It's a well-known concept that federal law preempts state law.
Apparently, as per LA Times Op-Ed The case against Colorado's pot law, Nebraska and Oklahoma are suing Colorado to invalidate Colorado's recreational marijuana law, since the border cities of some border states have already collected far too many visitors from Colorado in their lock-up facilities. (Some towns/sheriffs even go as far as to claim that Colorado must share Colorado's revenues to allow the neighbouring states to prosecute such Colorado visitors!)
The Op-Ed states that the situation is rather clear -- however outdated or incorrect it may be, federal Controlled Substances Act does preempt Colorado Amendment 64 (as well as the similar law of many other states where cannabis is not illegal), even if the previous attorney general, Eric H. Holder Jr., didn't feel like prosecuting anyone (but the office now has a new AG).
But why is the Supreme Court asking the Attorney General for a brief? Isn't the law clear enough as it is?
Can Colorado use the well-known evidence that the federal law is simply outdated and was never really correct to start with, contradicting medical advice since the start?

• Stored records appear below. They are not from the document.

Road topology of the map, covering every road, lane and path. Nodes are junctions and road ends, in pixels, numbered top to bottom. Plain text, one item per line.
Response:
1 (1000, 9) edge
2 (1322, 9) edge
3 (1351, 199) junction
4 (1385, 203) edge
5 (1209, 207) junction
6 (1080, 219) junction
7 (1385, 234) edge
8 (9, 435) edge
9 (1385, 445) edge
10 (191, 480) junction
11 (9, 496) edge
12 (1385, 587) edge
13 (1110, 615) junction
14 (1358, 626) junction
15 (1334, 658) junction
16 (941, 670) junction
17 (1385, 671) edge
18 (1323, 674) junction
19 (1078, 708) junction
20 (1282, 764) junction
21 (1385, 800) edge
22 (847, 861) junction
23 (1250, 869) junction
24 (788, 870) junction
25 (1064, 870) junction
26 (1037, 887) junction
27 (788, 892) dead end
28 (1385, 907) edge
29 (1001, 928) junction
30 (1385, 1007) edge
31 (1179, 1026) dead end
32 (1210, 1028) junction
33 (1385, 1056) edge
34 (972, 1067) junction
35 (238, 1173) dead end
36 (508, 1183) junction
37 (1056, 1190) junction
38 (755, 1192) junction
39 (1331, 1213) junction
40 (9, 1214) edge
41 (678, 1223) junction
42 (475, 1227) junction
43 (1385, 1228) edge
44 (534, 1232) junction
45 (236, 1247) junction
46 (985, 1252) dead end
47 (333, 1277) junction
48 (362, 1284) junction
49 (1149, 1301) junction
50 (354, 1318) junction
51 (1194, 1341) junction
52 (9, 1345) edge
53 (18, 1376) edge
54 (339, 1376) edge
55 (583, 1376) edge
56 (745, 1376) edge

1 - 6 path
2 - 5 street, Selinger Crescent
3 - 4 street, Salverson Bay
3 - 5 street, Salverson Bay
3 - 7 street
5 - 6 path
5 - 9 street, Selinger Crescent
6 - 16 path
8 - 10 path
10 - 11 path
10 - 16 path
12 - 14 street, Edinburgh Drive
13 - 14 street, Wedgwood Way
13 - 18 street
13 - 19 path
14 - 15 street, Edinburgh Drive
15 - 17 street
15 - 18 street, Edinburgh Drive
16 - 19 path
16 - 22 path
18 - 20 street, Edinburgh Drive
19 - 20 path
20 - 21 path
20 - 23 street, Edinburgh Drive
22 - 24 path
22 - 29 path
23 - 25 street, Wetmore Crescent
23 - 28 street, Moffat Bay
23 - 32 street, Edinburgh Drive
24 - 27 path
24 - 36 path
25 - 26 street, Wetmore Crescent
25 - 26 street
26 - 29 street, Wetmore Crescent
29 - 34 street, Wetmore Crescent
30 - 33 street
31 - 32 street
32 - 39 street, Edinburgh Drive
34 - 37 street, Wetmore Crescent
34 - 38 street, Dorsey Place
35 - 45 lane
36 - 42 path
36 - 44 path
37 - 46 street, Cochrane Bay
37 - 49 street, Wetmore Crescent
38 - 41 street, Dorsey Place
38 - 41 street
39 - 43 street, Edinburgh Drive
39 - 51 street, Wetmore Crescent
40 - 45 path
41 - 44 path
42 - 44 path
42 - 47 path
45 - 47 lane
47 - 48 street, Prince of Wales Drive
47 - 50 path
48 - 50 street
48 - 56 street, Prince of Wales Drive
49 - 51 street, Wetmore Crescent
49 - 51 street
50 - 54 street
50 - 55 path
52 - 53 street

Likewise, if some states do feel that prosecuting their own citizens who visit Colorado is a worthy pastime for their border cities, why don't they simply put their money where their mouth is, by raising the taxes on their own residents, to make sure their border cities have adequate lock-up facilities?
Is the Supreme Court at all allowed to do something like the Jury Nullification here, to declare that the justice would not be served if the outdated federal law was to preempt the realities of the many states?